The numerical methods developed in CASE and implemented in Alyta code are suitably adapted to different architectures in order to be able to run in moderns supercomputers.

Objectives

The main topics in numerical methods are:

  • Stabilization techniques. Variational subgrid scale model are implemented for compressible and incompressible flows.
  • Solvers and preconditioners. Local preconditioning is developed such that preconditioners are adapted to the physics of the problem and more efficient solvers are obtained.
  • Domain Composition Methods. Domain composition methods (DCM) consist in obtaining a solution to a problem on a domain, from the formulations of the same problem expressed on various subdomains. The term DCM is generic and does not give any clue about how the fragmented solutions on the different subdomains are composed into a global one. In Alya code many methodologies are implemented. HERMESH method that consists in a mesh reconstruction to join impendent meshes and the other strategy is an Algebraic coupling.

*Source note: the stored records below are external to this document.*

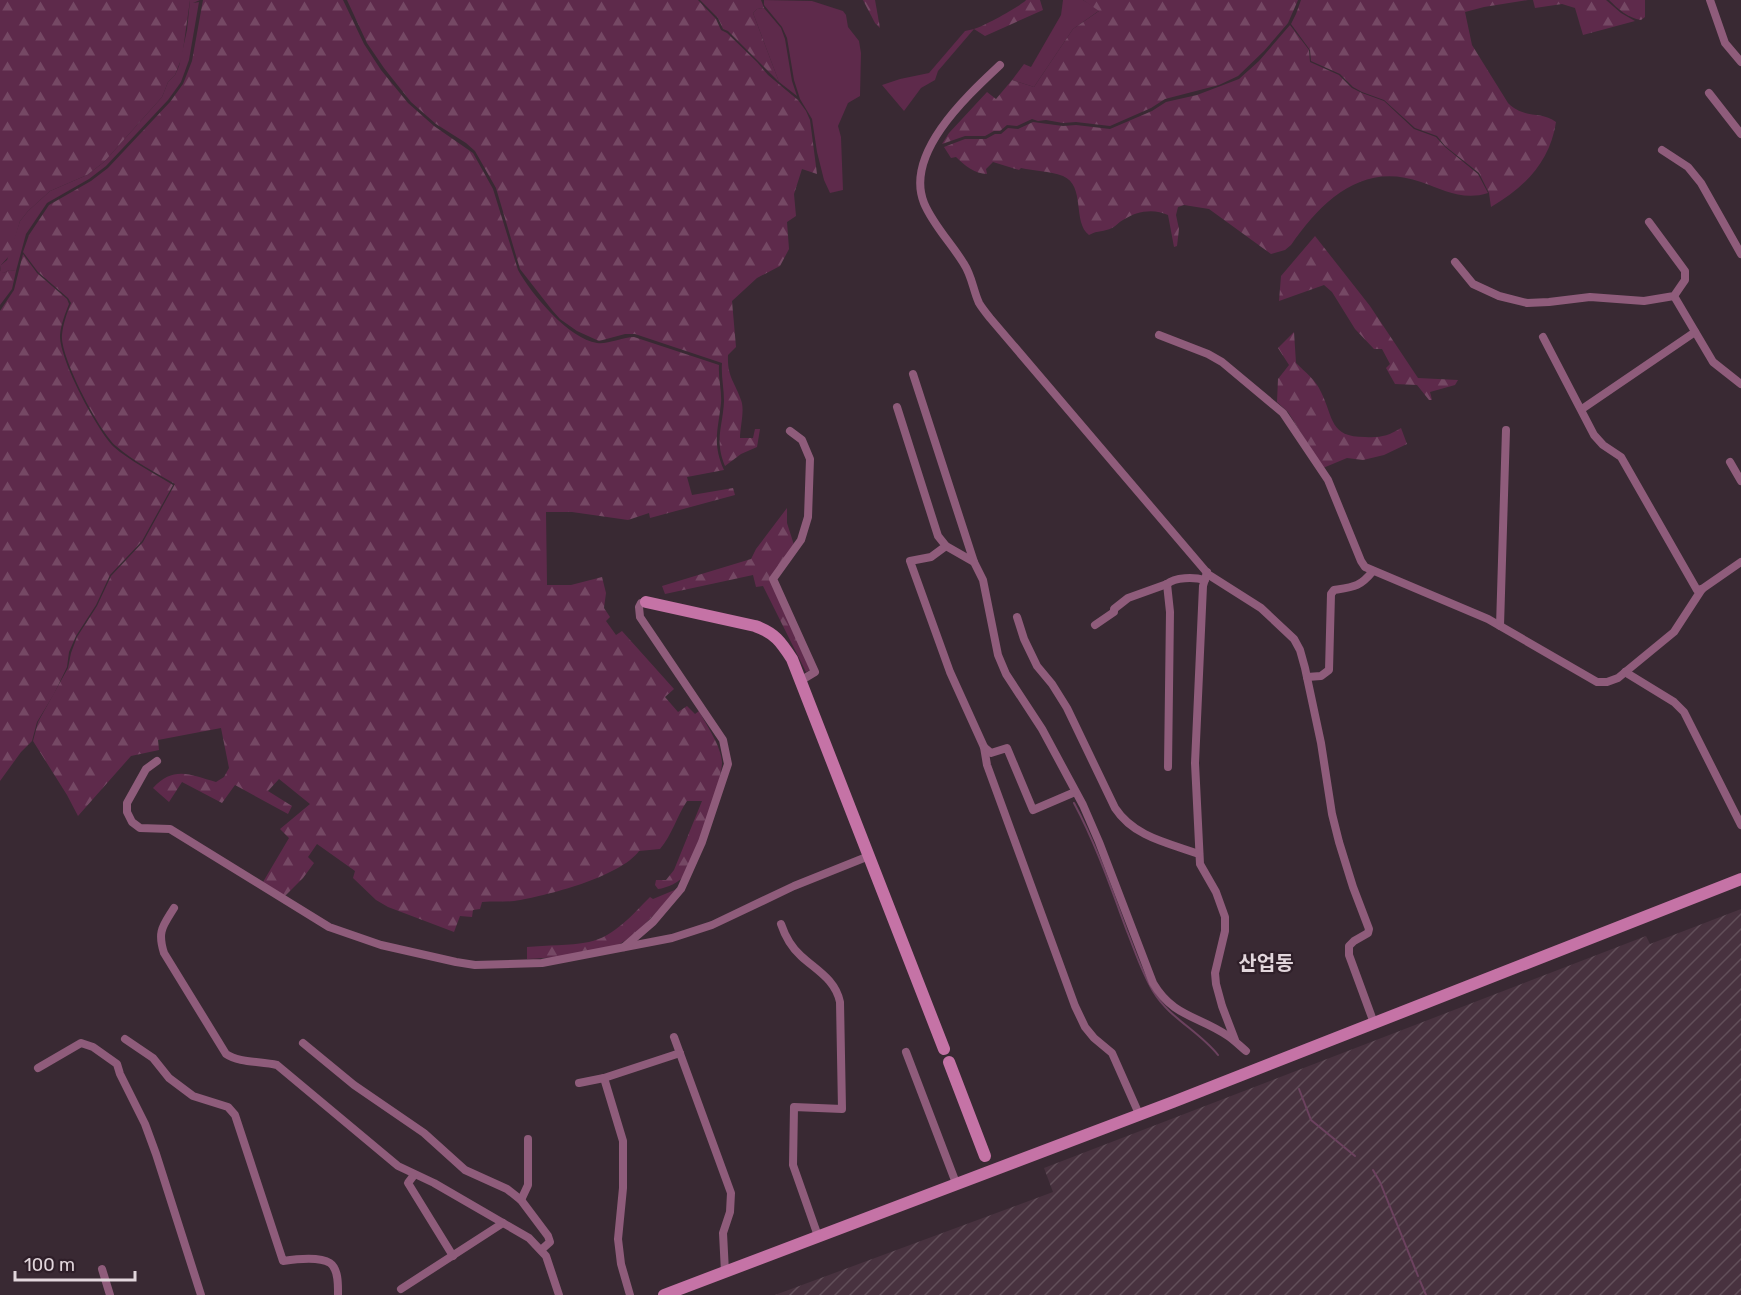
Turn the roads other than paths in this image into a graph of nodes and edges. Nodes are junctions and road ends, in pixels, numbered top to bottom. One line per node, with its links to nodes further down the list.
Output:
1 (1710, 0): 2 (street)
2 (1741, 62)
3 (1000, 65): 26 (street)
4 (1709, 93): 5 (street)
5 (1741, 134)
6 (1662, 150): 8 (street)
7 (1649, 222): 10 (street)
8 (1741, 252)
9 (1455, 262): 10 (street)
10 (1674, 296): 11 (street)
11 (1695, 332): 15 (street); 17 (street)
12 (1159, 335): 25 (street)
13 (1543, 337): 17 (street)
14 (913, 374): 23 (street)
15 (1741, 384)
16 (897, 407): 22 (street)
17 (1582, 409): 28 (street)
18 (1506, 430): 32 (street)
19 (790, 431): 35 (street)
20 (1730, 462): 21 (street)
21 (1741, 481)
22 (946, 546): 23 (street); 36 (street)
23 (974, 562): 39 (street)
24 (1741, 562): 28 (street)
25 (1373, 571): 32 (street); 34 (street)
26 (1206, 576): 27 (street); 34 (street); 41 (street)
27 (1167, 584): 31 (street); 38 (street)
28 (1702, 589): 33 (street)
29 (646, 602): 35 (main road); 46 (street)
30 (1017, 617): 41 (street)
31 (1095, 625)
32 (1500, 626): 33 (street)
33 (1625, 672): 40 (street)
34 (1307, 677): 47 (street)
35 (800, 681): 42 (main road)
36 (984, 747): 39 (street); 60 (street)
37 (157, 761): 46 (street)
38 (1168, 767)
39 (1076, 792): 50 (street)
40 (1741, 825)
41 (1199, 854): 50 (street)
42 (869, 856): 46 (street); 52 (main road)
43 (1741, 879): 47 (main road)
44 (174, 908): 63 (street)
45 (781, 924): 67 (street)
46 (624, 947)
47 (1374, 1023): 60 (main road)
48 (674, 1037): 55 (street)
49 (125, 1039): 75 (street)
50 (1235, 1042): 53 (street)
51 (303, 1043): 65 (street)
52 (944, 1049)
53 (1246, 1051)
54 (906, 1052): 64 (street)
55 (680, 1053): 58 (street); 71 (street)
56 (949, 1062): 62 (main road)
57 (38, 1068): 74 (street)
58 (604, 1078): 59 (street); 77 (street)
59 (579, 1083)
60 (1138, 1114): 64 (main road)
61 (528, 1139): 65 (street)
62 (985, 1156)
63 (414, 1175): 66 (street); 69 (street)
64 (956, 1183): 67 (main road)
65 (521, 1200): 68 (street)
66 (503, 1223): 68 (street); 69 (street)
67 (818, 1236): 71 (main road)
68 (541, 1250): 76 (street)
69 (453, 1256): 72 (street)
70 (102, 1269): 73 (street)
71 (725, 1272): 78 (main road)
72 (401, 1289)
73 (110, 1295)
74 (201, 1295)
75 (338, 1295)
76 (559, 1295)
77 (630, 1295)
78 (664, 1295)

  • Lagrangian transport particles simulations. Particles are transported in a fluid as consequence, mainly, of the drag force, although many other forces may appear depending on the problem. Chosen the forces, Newton’s law is applied, causing acceleration to each particle. In order to compute this acceleration, an adequate integration scheme is studied to solve this kind of problem. In addition, in an HPC scenario, where big meshes are used and millions of particles can be computed at the same time, the calculation becomes a challenge and adequate subdomain decomposition for the fluid and for particles is analyized.
  • Contact problems. Computational contact problems with particular interest in biomechanics are developed and the research is focused on issues in domain composition and decomposition problems, finite element techniques for non-linear mechanics, parallel scientific computing and computational contact mechanics.

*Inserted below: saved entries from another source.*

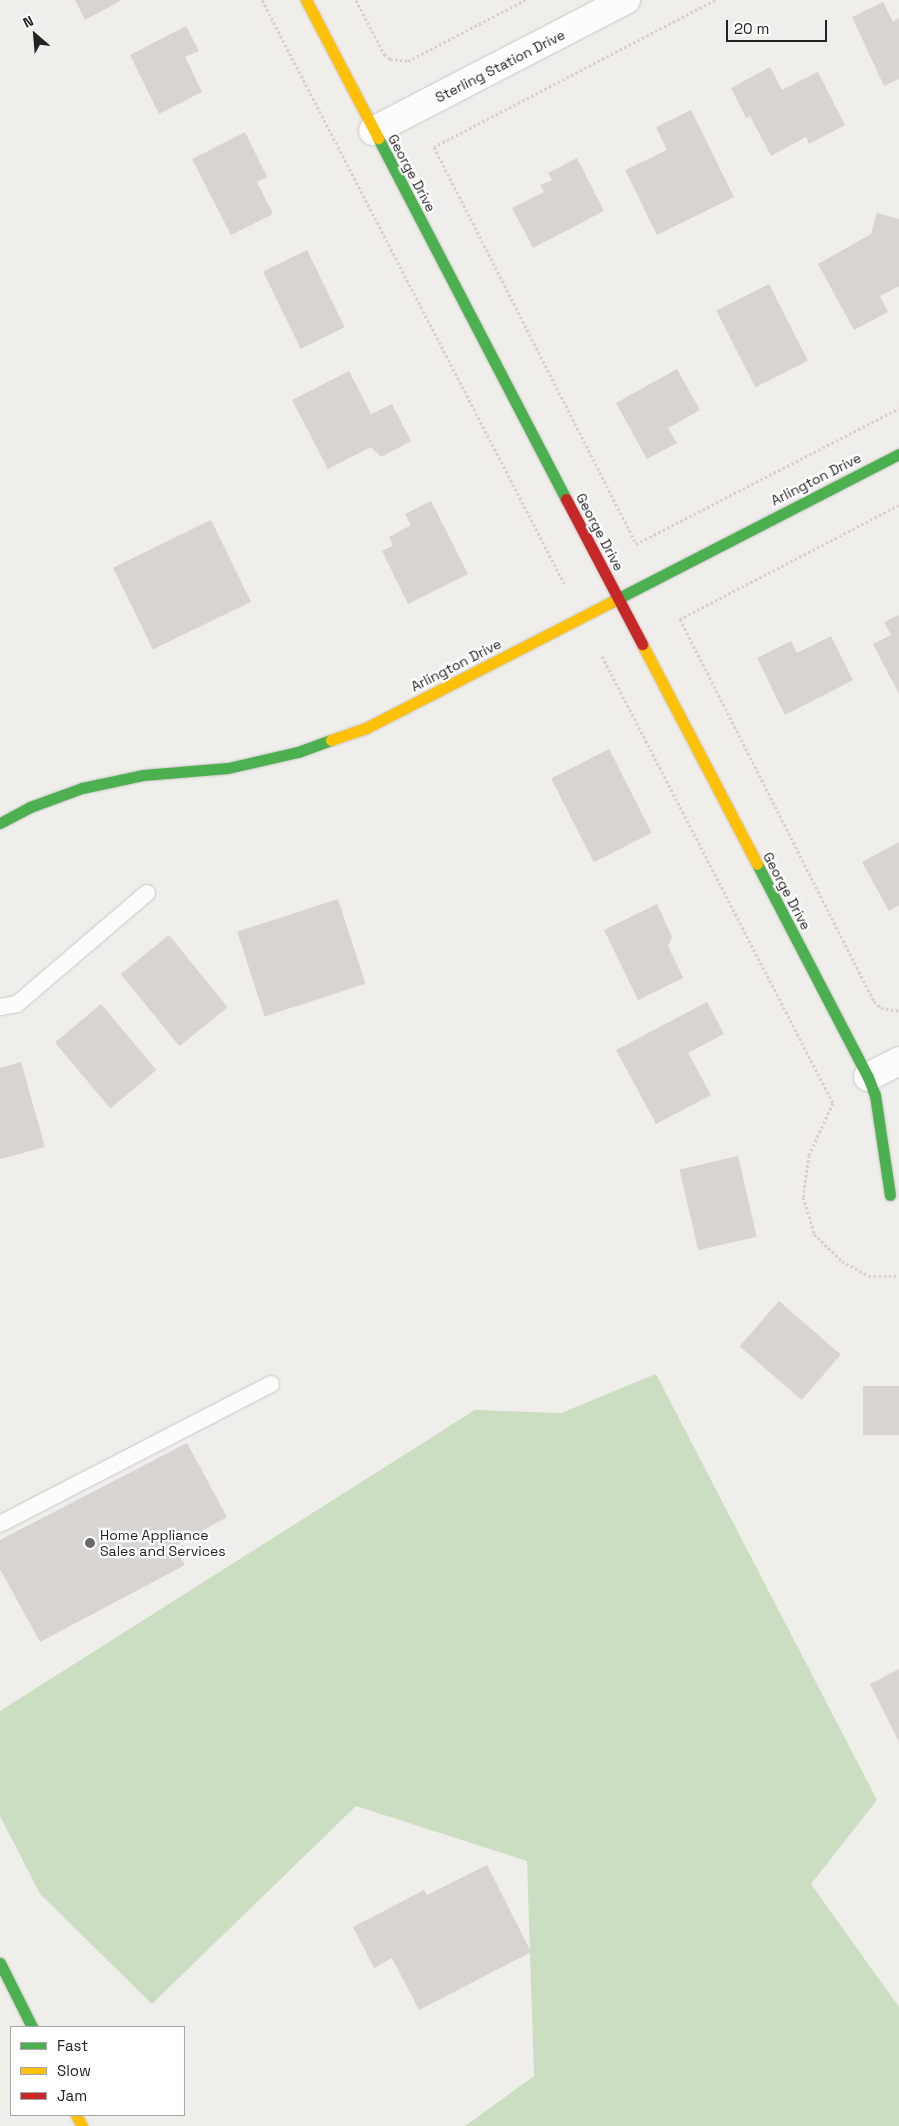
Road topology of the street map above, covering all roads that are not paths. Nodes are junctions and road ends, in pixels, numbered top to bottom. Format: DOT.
graph roads {
  1 [pos="306,0"];
  2 [pos="626,0"];
  3 [pos="373,132"];
  4 [pos="899,454"];
  5 [pos="618,599"];
  6 [pos="0,823"];
  7 [pos="147,894"];
  8 [pos="0,1007"];
  9 [pos="899,1061"];
  10 [pos="868,1077"];
  11 [pos="890,1195"];
  12 [pos="271,1384"];
  13 [pos="0,1524"];
  14 [pos="0,1963"];
  15 [pos="32,2026"];
  1 -- 3 [label="street, George Drive"];
  2 -- 3 [label="street, Sterling Station Drive"];
  3 -- 5 [label="street, George Drive"];
  4 -- 5 [label="street, Arlington Drive"];
  5 -- 6 [label="street, Arlington Drive"];
  5 -- 10 [label="street, George Drive"];
  7 -- 8 [label="lane"];
  9 -- 10 [label="street"];
  10 -- 11 [label="street, George Drive"];
  12 -- 13 [label="lane"];
  14 -- 15 [label="street"];
}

  • Immersed boundary. Implementation of a computational system to numerically simulate the interaction between a fluid and an arbitrary number of rigid bodies are also included in Alya code.
  • Mechanics of deformation and fracture. This research line focus on the mechanics of deformation and fracture of advanced composite materials. Areas of particular interest are aerospace applications, biomedical simulations for soft tissues and computational micromechanics. The work is focused on the development of progressive damage models, cohesive element formulation for delamination under a mixed mode and low-velocity impact simulation of composites.
  • Optimization problems. An adjoint-based framework to handle multi-physics optimization/uncertainty quantification problems adjusted to the supercomputers is developed.